BAD WORDS: A few briefly uttered obscenities
RACY? Not at all
GRANDS:
CRITIQUE:
If you've recently exited a movie muttering, "They don’t make them the way they used to," you might want to drop in on Flawless. And bring your internet-era grandchildren with you, who'll be introduced to the movie style of the good old days.
While the film won’t completely live up to its title, it does, at least, eschew the instant-gratification imperative in so much of today's Hollywood product, allowing its story breathe and resonate. And that's plenty. Flawless is a crackerjack heist thriller with a pocketful of narrative twists that takes its time, wins you over, and gets it right. Michael Caine and Demi Moore — who played father and daughter a generation ago in Blame It On Rio — are unlikely allies who team up to rob their employer, the London Diamond Corporation, of two million pounds worth of diamonds.
That's so little, says he, they won't even miss it. That's so much, says she, I'll have no part of it. Yeah, well, we'll see about that — on both counts.
Moore plays the corporation's only female executive, bitter about the glass ceiling that has resulted in a parade of lesser male execs being promoted ahead of her. Caine is the shambling, silent, essentially invisible nighttime janitor about to retire. He proposes a bold plan to sneak in during his work shift and fill his thermos with diamonds, after she gets the combination to the vault. But his scheme isn't flawless, and the two of them sweat to survive the immediate and intense insurance investigation that follows.

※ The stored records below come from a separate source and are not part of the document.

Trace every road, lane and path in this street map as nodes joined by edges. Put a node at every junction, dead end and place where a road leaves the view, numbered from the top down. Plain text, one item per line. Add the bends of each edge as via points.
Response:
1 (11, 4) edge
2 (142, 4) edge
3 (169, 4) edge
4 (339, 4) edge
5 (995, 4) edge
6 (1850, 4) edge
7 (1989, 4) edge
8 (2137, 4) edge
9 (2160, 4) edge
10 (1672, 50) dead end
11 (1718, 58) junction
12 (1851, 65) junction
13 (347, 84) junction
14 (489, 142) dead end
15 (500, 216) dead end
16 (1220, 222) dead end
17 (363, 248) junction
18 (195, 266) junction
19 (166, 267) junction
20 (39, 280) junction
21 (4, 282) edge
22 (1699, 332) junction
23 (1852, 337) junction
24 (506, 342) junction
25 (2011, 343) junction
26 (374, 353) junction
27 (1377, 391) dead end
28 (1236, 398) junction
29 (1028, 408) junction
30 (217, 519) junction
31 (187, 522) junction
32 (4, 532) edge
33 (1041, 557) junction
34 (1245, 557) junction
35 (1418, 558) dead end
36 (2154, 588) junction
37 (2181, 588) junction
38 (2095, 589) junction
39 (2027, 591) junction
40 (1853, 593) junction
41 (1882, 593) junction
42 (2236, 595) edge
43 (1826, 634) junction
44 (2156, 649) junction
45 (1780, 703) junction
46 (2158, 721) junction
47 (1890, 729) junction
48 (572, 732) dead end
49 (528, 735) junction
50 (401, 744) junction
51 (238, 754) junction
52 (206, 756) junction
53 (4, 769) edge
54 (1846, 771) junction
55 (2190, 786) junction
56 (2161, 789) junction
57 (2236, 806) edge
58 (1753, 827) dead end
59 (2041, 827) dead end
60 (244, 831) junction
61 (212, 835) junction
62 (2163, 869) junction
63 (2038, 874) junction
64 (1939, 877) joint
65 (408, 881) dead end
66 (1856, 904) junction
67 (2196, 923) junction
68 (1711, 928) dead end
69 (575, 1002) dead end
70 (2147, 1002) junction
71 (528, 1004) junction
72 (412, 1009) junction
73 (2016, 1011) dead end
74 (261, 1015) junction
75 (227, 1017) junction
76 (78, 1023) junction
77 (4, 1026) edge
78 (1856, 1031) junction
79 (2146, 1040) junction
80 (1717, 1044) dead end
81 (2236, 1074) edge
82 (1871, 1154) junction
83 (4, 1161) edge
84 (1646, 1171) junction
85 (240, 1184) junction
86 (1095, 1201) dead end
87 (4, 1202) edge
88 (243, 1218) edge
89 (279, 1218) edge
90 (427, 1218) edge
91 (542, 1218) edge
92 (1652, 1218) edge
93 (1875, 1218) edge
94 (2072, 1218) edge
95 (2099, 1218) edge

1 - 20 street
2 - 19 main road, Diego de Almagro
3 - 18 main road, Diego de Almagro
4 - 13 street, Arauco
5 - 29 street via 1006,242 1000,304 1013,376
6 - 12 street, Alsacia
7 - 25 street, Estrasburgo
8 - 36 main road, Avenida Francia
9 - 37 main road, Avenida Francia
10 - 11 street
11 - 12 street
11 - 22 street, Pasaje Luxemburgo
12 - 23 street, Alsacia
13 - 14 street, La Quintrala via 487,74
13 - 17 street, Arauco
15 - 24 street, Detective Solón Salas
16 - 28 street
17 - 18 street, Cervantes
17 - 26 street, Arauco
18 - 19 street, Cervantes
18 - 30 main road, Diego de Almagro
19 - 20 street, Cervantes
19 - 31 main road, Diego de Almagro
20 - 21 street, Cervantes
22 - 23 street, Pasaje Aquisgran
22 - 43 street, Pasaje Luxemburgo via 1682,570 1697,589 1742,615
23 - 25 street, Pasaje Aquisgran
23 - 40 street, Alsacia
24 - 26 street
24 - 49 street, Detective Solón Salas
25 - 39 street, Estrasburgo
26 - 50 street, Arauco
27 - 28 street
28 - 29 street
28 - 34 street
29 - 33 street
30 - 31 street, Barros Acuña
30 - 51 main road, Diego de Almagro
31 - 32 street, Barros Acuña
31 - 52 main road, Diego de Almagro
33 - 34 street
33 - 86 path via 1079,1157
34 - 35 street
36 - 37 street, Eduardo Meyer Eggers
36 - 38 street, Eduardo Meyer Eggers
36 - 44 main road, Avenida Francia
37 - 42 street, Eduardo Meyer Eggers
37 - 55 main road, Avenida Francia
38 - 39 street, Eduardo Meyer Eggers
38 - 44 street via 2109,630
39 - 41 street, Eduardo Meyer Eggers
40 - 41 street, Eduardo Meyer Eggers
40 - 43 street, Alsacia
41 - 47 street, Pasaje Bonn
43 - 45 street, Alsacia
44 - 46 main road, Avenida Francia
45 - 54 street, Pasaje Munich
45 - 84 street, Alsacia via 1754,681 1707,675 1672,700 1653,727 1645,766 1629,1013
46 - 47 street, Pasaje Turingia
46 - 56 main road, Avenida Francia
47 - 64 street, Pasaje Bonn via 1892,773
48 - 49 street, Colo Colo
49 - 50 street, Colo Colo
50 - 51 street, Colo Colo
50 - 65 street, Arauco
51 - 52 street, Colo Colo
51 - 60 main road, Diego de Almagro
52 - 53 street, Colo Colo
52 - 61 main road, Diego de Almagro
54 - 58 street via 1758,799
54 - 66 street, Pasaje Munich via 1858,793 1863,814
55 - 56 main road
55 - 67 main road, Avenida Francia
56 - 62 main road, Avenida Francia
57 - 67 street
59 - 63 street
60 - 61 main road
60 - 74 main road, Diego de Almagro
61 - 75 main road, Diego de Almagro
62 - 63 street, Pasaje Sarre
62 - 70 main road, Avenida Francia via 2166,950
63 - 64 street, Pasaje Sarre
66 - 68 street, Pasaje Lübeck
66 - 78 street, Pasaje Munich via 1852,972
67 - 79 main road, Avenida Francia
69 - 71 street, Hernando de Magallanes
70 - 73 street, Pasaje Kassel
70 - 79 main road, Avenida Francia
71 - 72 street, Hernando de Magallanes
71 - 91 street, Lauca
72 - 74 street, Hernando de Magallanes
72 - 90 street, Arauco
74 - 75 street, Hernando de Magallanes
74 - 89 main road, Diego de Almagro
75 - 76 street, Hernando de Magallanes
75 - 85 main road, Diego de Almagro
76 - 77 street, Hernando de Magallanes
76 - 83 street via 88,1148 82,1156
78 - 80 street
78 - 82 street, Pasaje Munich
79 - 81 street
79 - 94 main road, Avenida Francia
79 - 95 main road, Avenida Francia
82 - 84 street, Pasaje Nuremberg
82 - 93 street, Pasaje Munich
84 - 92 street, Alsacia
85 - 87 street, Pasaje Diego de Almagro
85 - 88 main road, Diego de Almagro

Director Michael Radford fills the robbery sequence with exquisite suspense, and the script manages to add sociopolitical context without climbing onto a soapbox. Best of all, there are narrative quirks and surprises along the way that defy our expectations and bring three-dimensionality to both of the lead characters, each well played.
No diamond in the rough, Flawless is a highly polished, criminally entertaining caper.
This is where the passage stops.